La valeur militaire des estradiots serbes
Les seules troupes capables d'opposer une résistance réelle aux Ottomans ont été les estradiots (ou stradiotes) serbes et grecs qui combattaient pour le compte de la Sérénissime. Ces troupes réussirent à tuer mille Ottomans dans les durs combats sur la plaine d'Udine. Elles connaissaient bien les techniques de combat des Turcs : de rapides incursions de cavaliers, qui criblent leurs cibles de flèches incendiaires, puis feignent de se retirer, pour ré-attaquer avec la rapidité de l'éclair. Les estradiots étaient capables de contrer cette stratégie, propre des peuples de la steppe. Ils ont aussi été utilisés contre les alliés des Turcs, les Français, en pénétrant les rangs de la cavalerie lourde pour en disloquer les dispositifs.

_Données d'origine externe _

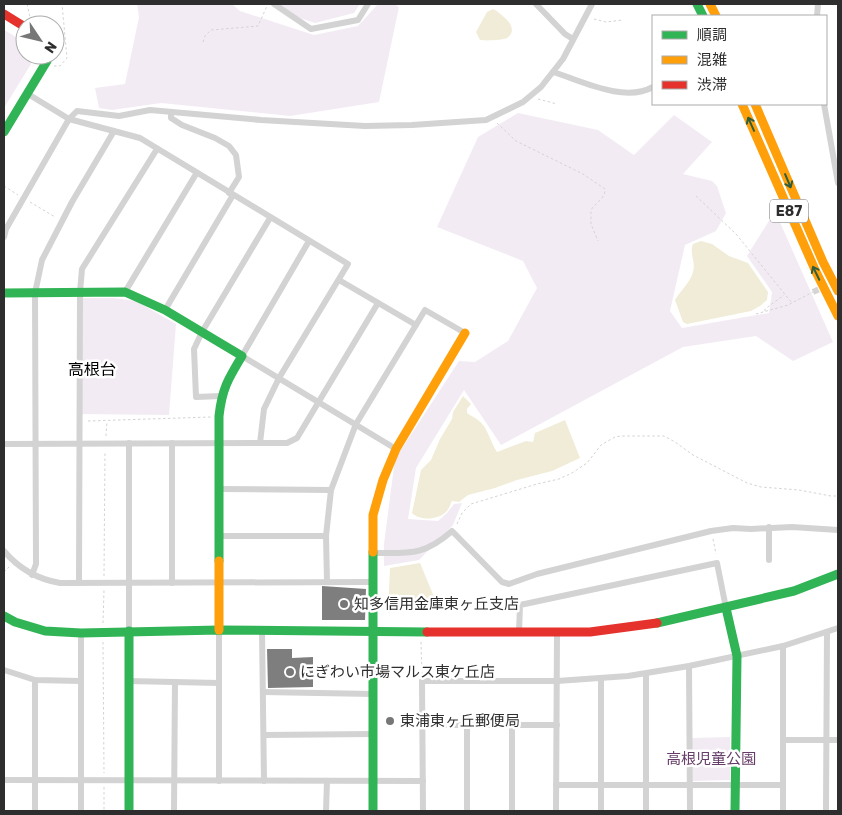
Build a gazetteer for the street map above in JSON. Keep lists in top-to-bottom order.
{
  "streets": {
    "main road": ["E87"]
  },
  "districts": ["高根台"],
  "parks": ["高根児童公園"],
  "places": ["知多信用金庫東ヶ丘支店", "にぎわい市場マルス東ケ丘店", "東浦東ヶ丘郵便局"],
  "legend": ["順調", "混雑", "渋滞"],
  "north": "bottom right"
}
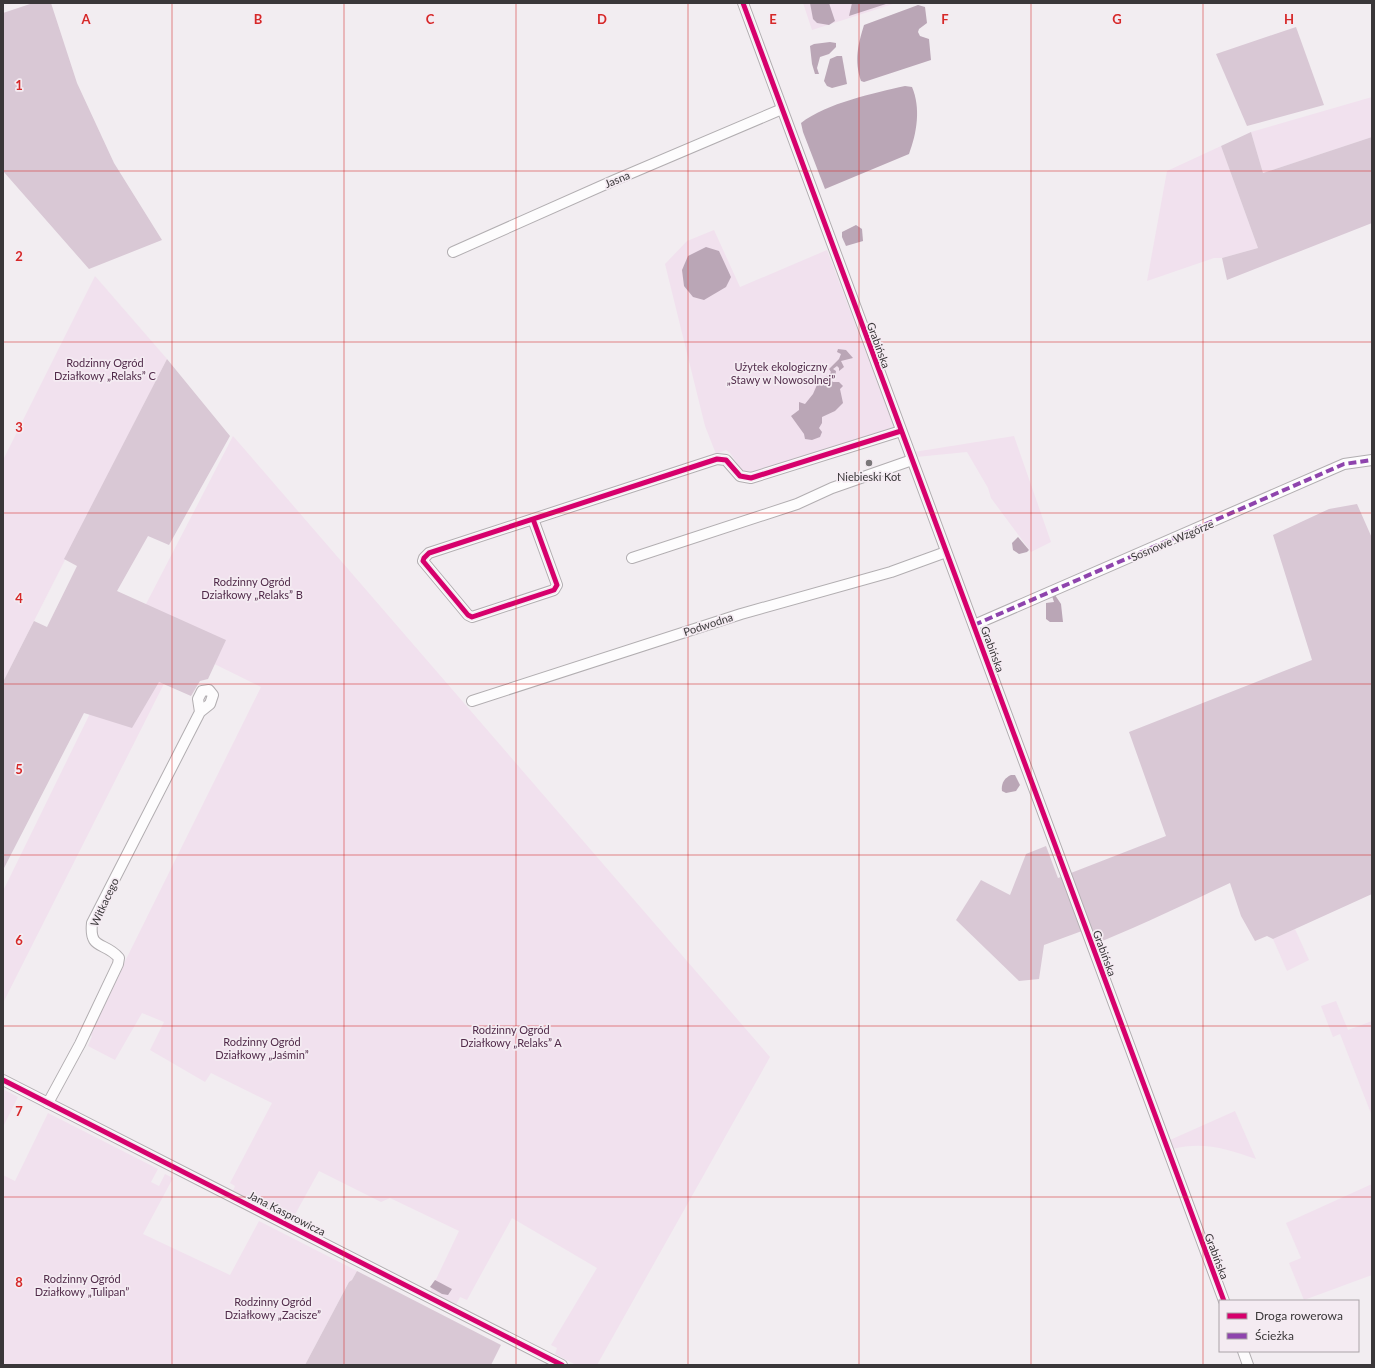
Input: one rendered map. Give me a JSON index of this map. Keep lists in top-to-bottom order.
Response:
{
  "streets": {
    "street": [
      "Jasna",
      "Grabińska",
      "Sosnowe Wzgórze",
      "Podwodna",
      "Witkacego",
      "Jana Kasprowicza"
    ]
  },
  "crossings": [
    ["Jasna", "Grabińska"],
    ["Grabińska", "Sosnowe Wzgórze"],
    ["Grabińska", "Podwodna"],
    ["Witkacego", "Jana Kasprowicza"]
  ],
  "parks": [
    "Rodzinny Ogród Działkowy „Relaks” C",
    "Użytek ekologiczny „Stawy w Nowosolnej”",
    "Rodzinny Ogród Działkowy „Relaks” B",
    "Rodzinny Ogród Działkowy „Relaks” A",
    "Rodzinny Ogród Działkowy „Jaśmin”",
    "Rodzinny Ogród Działkowy „Tulipan”",
    "Rodzinny Ogród Działkowy „Zacisze”"
  ],
  "places": ["Niebieski Kot"],
  "legend": ["Droga rowerowa", "Ścieżka"],
  "grid": {
    "columns": [
      "A",
      "B",
      "C",
      "D",
      "E",
      "F",
      "G",
      "H"
    ],
    "rows": [
      "1",
      "2",
      "3",
      "4",
      "5",
      "6",
      "7",
      "8"
    ]
  }
}
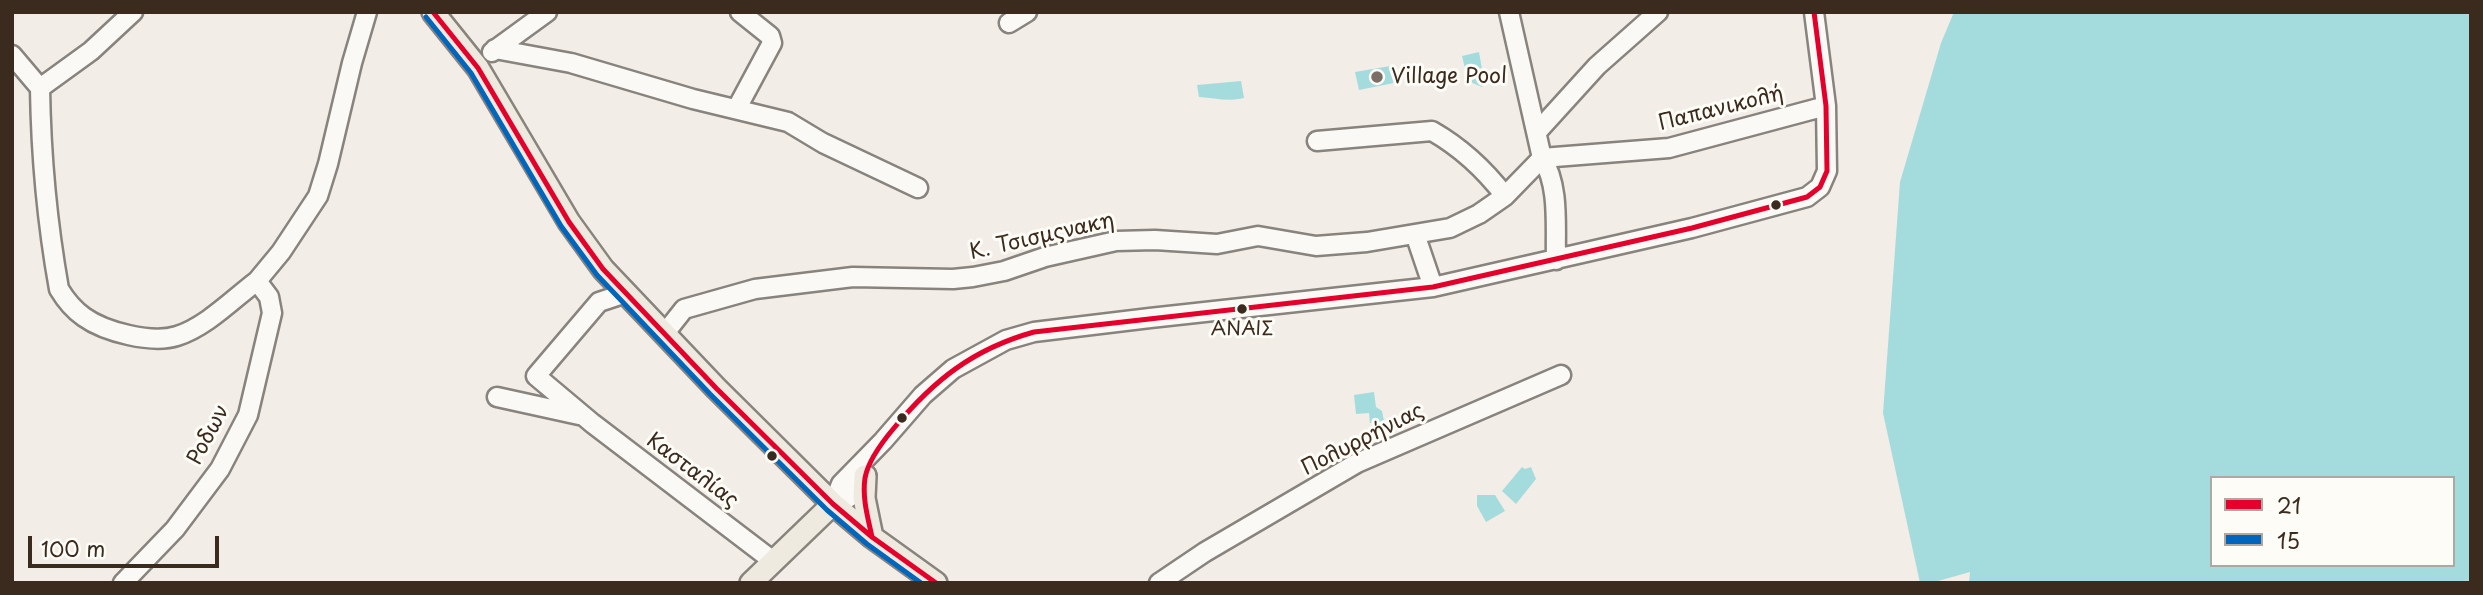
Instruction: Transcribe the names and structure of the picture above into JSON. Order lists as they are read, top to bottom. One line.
{"streets":{"street":["Παπανικολή","Κ. Τσισμςνακη","Ροδων","Πολυρρήνιας","Κασταλίας"]},"crossings":[["Παπανικολή","Κ. Τσισμςνακη"]],"places":["Village Pool","ΑΝΑΙΣ"],"lines":["transit line 21","transit line 15"],"legend":["21","15"],"scale_bar":"100 m"}
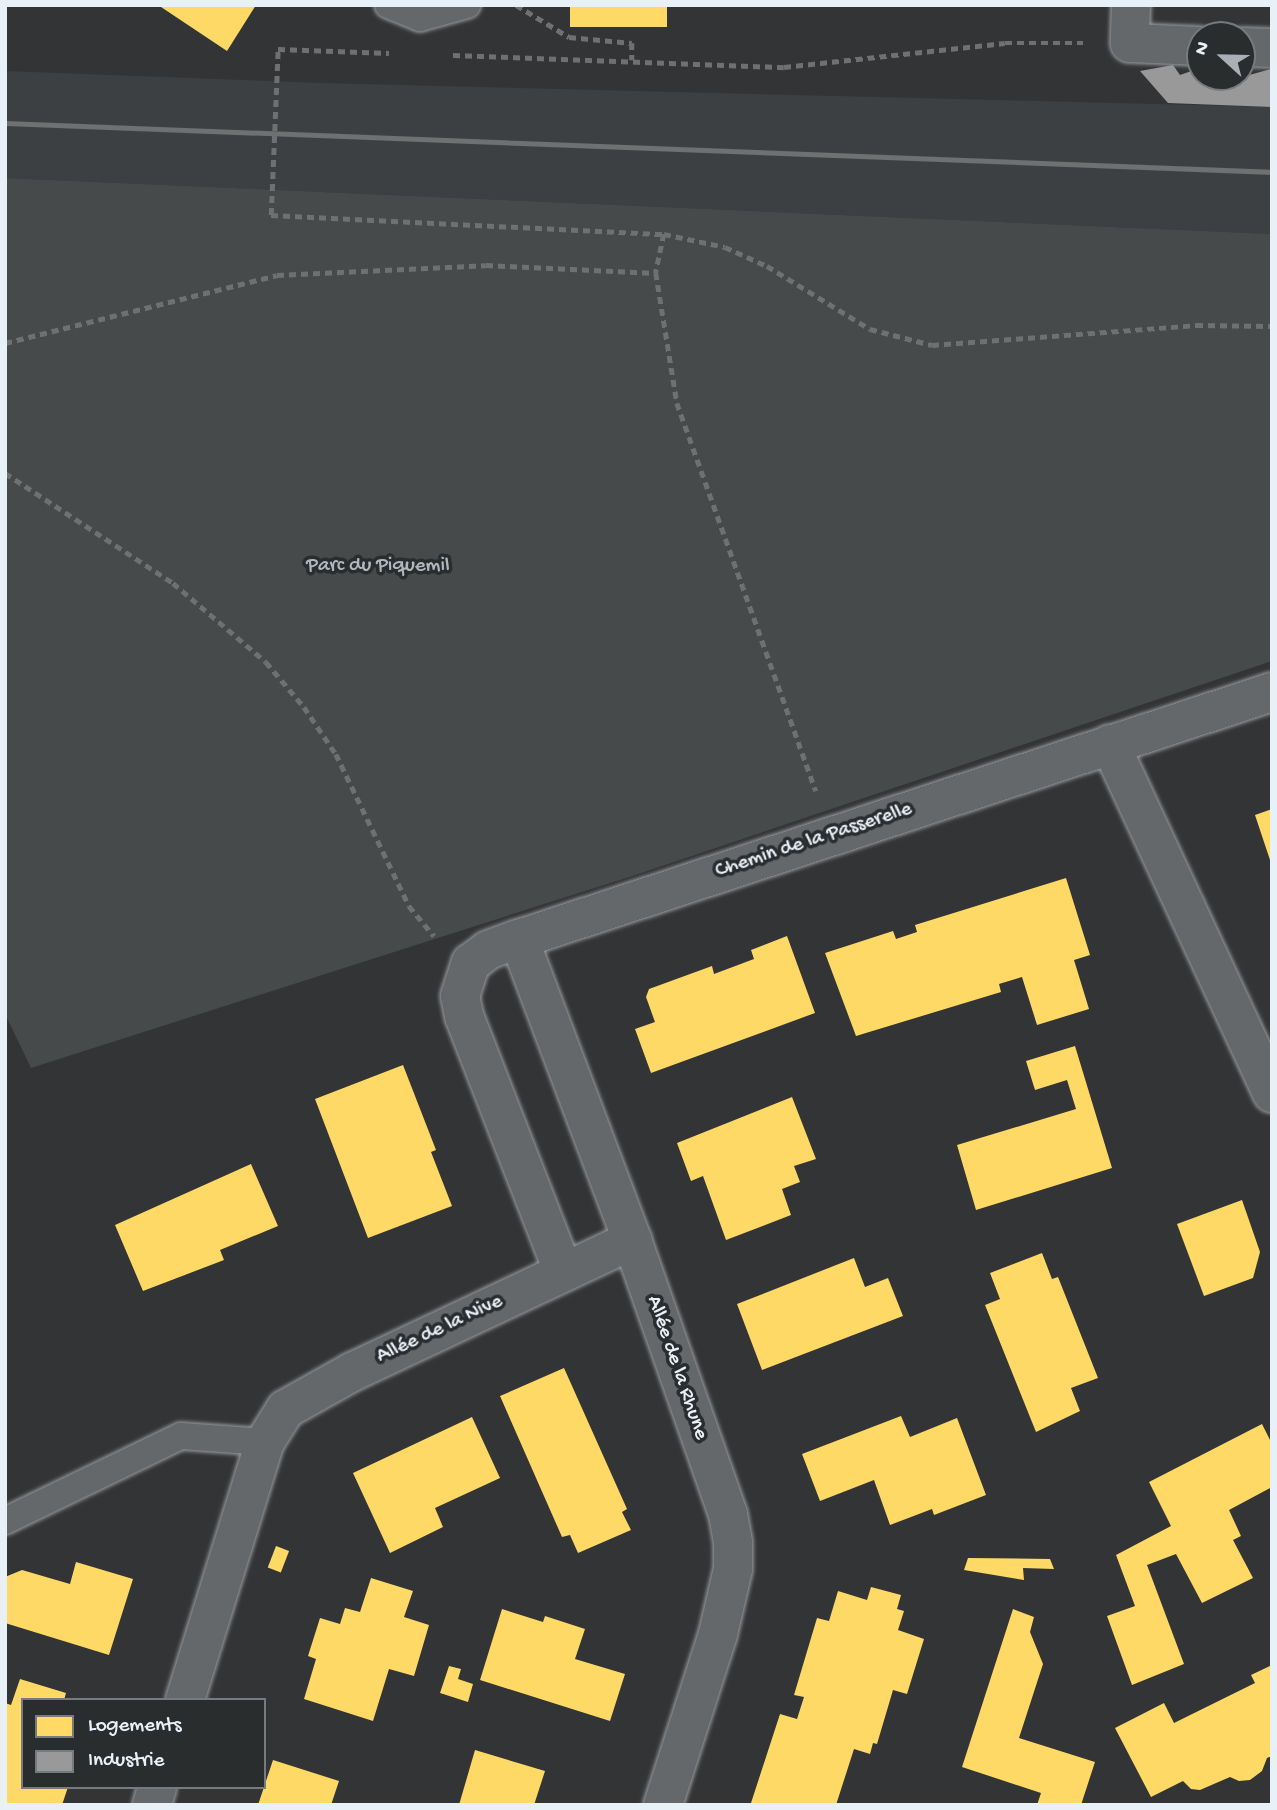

Le 4 octobre, comblés de butin et d'esclaves, l'armée ottomane s'apprête à repasser le Tagliamento, mais la rivière est en crue et tous les prisonniers ne peuvent se masser sur les bacs et radeaux. Pour ne pas s'en encombrer, Iskander Bey en fait égorger plus de mille sur les rives du Tagliamento. Le gros de l'armée passe à côté de Sedegliano, assiège le château de Piantanins, et met un terme à la résistance désespérée des Frioulans, commandés par Simone Nusso de San Daniele, qui, capturé, sera empalé par les vainqueurs. Le château est complètement rasé.
Le Frioul mettra de très nombreuses années pour se remettre de ces ravages. Le Doge de Venise, Agostino Barbarigo, à la demande des nonnes d'Aquileia, exempte de nombreuses communes de l'impôt. Le Sultan Bajazed II, plus tard, reprend cette guerre d'agression contre Venise sur terre et sur mer, avec l'appui de la France, allié traditionnel des Ottomans. Marco d'Aviano, prédicateur de réputation européenne, qui s'était distingué pendant le siège de Vienne en 1683, n'a jamais cessé de puiser des arguments historiques dans les chroniques frioulanes relatant ces invasions. C'est ce qu'il a fait quand il exhortait les troupes de l'armée européenne qui s'apprêtaient à libérer l'Europe du Sud-Est de la domination turque. L'écrivain contemporain Carlo Sgorlon retrace la biographie de ce prédicateur thaumaturge dans son roman Marco d'Europa (1993).
Archimede Bontempi, Nouvelles de Synergies Européennes n°49, 2001.